* TASK INSTRUCTIONS *
Find every line in the records below that holds the word "lane", and copy it out.
-*-
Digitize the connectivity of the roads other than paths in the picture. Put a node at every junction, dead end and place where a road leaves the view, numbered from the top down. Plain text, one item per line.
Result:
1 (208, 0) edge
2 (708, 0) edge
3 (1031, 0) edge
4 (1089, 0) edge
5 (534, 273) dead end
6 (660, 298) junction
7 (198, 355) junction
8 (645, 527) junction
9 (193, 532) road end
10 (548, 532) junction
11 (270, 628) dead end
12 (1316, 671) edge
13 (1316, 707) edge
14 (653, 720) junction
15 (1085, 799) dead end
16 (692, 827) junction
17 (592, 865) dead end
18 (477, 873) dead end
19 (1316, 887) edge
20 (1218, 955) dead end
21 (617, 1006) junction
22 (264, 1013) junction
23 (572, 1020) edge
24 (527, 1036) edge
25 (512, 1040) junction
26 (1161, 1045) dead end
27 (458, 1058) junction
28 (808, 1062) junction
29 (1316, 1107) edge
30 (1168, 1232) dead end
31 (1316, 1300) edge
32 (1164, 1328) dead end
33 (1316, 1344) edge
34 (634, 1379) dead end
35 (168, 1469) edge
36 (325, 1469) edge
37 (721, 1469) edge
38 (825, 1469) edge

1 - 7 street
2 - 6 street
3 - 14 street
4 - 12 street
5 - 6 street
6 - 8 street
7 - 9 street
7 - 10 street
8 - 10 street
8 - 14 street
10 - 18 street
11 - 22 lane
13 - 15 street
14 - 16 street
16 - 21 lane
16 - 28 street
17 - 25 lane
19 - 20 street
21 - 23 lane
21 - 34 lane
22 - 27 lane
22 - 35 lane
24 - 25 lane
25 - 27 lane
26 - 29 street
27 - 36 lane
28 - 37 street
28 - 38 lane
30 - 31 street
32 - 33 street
-*-
* THE ANSWER *
11 - 22 lane
16 - 21 lane
17 - 25 lane
21 - 23 lane
21 - 34 lane
22 - 27 lane
22 - 35 lane
24 - 25 lane
25 - 27 lane
27 - 36 lane
28 - 38 lane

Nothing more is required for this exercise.